### Exercise aim
Where the word "list" shows up in the entries below, please copy the whole line.

Excerpts from a dataset:
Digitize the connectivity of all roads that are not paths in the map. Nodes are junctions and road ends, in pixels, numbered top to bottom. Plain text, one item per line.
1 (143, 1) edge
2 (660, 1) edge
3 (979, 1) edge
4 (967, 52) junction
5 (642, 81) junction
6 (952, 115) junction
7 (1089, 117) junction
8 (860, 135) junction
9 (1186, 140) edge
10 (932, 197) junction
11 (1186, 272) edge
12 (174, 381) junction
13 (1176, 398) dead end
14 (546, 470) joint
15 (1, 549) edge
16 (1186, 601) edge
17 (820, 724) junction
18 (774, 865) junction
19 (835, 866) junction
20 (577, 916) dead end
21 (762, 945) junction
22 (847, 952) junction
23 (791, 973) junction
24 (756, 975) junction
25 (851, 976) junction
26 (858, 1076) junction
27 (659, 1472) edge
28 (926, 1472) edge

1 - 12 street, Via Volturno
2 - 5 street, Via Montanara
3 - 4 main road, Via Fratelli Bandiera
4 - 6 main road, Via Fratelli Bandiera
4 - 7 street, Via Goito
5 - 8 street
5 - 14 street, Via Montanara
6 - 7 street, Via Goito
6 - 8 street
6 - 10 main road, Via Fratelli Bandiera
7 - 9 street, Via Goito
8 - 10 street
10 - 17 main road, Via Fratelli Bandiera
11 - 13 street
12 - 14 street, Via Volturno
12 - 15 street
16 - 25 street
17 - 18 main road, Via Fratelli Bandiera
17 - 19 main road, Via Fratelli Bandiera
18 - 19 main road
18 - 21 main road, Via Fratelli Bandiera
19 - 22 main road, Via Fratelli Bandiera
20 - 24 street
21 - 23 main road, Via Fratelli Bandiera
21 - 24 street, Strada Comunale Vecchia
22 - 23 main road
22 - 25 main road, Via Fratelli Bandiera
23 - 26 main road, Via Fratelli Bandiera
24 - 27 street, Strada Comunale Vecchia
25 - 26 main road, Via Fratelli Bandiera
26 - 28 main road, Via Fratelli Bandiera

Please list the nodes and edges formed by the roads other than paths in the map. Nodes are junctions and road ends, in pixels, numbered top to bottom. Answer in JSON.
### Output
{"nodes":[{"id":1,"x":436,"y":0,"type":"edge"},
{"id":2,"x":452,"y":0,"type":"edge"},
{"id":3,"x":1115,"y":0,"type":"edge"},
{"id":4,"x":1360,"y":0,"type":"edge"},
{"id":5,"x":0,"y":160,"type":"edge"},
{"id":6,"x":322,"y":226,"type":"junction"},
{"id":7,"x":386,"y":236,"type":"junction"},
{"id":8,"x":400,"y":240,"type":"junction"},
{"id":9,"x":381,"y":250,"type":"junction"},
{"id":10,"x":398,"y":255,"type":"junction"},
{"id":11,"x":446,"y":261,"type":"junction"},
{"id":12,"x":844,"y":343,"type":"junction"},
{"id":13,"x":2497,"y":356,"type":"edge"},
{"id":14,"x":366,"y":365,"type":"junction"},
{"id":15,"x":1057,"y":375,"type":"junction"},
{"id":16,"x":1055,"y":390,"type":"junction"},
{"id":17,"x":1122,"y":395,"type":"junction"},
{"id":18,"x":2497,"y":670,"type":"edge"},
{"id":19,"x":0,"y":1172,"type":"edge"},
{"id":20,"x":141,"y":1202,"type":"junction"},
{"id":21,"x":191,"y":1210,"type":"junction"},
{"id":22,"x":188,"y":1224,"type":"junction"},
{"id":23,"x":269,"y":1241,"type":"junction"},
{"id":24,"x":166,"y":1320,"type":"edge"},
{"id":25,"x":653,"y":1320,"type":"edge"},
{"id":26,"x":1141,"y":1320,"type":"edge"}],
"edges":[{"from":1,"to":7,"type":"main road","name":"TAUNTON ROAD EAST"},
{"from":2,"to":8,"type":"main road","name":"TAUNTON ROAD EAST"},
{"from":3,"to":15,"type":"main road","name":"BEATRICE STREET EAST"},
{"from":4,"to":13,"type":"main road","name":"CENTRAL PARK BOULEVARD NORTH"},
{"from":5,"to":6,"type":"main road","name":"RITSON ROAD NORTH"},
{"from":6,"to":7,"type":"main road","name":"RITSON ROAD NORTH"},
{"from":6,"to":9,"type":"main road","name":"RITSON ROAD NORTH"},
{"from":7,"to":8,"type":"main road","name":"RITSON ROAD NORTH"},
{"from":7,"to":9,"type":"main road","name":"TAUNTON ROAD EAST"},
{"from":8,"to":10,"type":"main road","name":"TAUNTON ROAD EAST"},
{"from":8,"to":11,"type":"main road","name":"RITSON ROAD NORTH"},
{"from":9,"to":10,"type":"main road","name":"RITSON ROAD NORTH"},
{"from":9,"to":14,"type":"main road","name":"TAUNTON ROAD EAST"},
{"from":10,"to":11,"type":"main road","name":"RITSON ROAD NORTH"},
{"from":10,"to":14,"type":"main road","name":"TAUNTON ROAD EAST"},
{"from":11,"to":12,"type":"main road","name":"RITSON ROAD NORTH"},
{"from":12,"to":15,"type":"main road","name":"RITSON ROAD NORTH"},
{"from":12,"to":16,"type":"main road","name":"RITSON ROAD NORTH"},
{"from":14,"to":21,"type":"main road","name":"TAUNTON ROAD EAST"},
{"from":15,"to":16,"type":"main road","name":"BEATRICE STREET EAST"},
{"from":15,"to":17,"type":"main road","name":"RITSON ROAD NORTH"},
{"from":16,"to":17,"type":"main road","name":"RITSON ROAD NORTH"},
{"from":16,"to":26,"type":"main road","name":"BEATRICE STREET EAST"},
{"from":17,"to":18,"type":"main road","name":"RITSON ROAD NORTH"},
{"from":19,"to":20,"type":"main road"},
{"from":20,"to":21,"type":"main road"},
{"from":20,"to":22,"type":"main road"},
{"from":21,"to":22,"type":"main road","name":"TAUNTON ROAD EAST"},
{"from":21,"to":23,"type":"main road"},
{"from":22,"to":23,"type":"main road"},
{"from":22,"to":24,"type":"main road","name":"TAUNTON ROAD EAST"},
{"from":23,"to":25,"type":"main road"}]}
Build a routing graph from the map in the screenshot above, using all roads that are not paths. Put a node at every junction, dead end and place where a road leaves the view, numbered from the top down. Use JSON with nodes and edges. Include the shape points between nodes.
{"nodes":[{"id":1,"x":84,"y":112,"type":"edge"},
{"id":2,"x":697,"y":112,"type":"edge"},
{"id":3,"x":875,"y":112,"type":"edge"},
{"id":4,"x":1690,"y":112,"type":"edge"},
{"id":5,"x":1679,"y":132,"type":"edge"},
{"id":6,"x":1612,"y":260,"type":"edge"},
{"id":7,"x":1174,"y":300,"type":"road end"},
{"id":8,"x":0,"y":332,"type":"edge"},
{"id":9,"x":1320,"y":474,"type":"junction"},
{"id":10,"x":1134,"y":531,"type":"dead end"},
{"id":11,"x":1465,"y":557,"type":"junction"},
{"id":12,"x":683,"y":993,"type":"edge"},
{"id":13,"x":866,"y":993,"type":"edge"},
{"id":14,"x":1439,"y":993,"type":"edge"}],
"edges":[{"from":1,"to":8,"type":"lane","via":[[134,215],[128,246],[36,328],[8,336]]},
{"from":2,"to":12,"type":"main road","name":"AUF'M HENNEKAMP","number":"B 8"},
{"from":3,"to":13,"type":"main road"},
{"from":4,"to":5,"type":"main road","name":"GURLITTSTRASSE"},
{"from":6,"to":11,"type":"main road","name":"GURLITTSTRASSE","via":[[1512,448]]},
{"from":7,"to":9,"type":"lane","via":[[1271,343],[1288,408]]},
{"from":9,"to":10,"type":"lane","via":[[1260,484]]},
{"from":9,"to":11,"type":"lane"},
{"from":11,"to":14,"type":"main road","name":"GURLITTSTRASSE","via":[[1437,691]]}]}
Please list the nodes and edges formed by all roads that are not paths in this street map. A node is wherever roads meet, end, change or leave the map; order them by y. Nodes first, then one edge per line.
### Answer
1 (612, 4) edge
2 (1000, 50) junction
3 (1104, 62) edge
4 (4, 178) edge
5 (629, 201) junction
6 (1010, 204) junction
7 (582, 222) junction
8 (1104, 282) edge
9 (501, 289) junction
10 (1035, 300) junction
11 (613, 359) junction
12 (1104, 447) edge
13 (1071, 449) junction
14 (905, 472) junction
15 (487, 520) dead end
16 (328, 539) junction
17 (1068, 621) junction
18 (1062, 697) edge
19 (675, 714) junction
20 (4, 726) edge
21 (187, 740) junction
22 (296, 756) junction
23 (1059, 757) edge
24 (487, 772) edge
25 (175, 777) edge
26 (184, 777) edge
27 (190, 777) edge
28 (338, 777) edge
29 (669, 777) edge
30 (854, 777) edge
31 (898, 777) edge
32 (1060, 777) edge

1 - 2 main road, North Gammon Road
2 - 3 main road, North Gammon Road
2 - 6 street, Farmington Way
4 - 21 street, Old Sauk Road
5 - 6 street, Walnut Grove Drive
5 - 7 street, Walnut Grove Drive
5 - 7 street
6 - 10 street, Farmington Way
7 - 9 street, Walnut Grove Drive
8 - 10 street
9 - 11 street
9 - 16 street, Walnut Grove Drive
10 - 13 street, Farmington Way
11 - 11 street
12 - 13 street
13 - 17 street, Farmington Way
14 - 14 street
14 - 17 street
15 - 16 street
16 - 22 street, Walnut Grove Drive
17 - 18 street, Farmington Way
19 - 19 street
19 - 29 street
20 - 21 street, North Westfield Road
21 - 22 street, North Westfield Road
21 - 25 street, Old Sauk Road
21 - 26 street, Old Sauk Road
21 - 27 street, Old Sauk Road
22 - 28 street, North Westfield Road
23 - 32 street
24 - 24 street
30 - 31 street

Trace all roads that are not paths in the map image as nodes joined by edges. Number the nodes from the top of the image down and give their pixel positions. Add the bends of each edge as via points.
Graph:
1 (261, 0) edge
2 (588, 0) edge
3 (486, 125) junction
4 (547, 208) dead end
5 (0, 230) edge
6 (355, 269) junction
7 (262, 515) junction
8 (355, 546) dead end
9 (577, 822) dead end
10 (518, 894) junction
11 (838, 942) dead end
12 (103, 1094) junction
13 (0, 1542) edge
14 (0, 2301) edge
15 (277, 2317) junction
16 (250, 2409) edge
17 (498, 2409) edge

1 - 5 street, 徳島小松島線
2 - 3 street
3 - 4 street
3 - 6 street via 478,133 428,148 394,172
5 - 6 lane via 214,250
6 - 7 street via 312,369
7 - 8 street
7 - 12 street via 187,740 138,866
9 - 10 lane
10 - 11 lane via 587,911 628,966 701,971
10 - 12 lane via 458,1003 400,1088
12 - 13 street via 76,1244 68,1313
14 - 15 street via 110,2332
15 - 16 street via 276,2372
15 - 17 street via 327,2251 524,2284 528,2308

### Written solution
Please list the nodes and edges formed by the roads other than paths in the map. Nodes are junctions and road ends, in pixels, numbered top to bottom. Answer in JSON.
Please list the nodes and edges formed by all roads that are not paths in this street map. A node is wherever roads meet, end, change or leave the map; order them by y. Nodes first, then one edge per line.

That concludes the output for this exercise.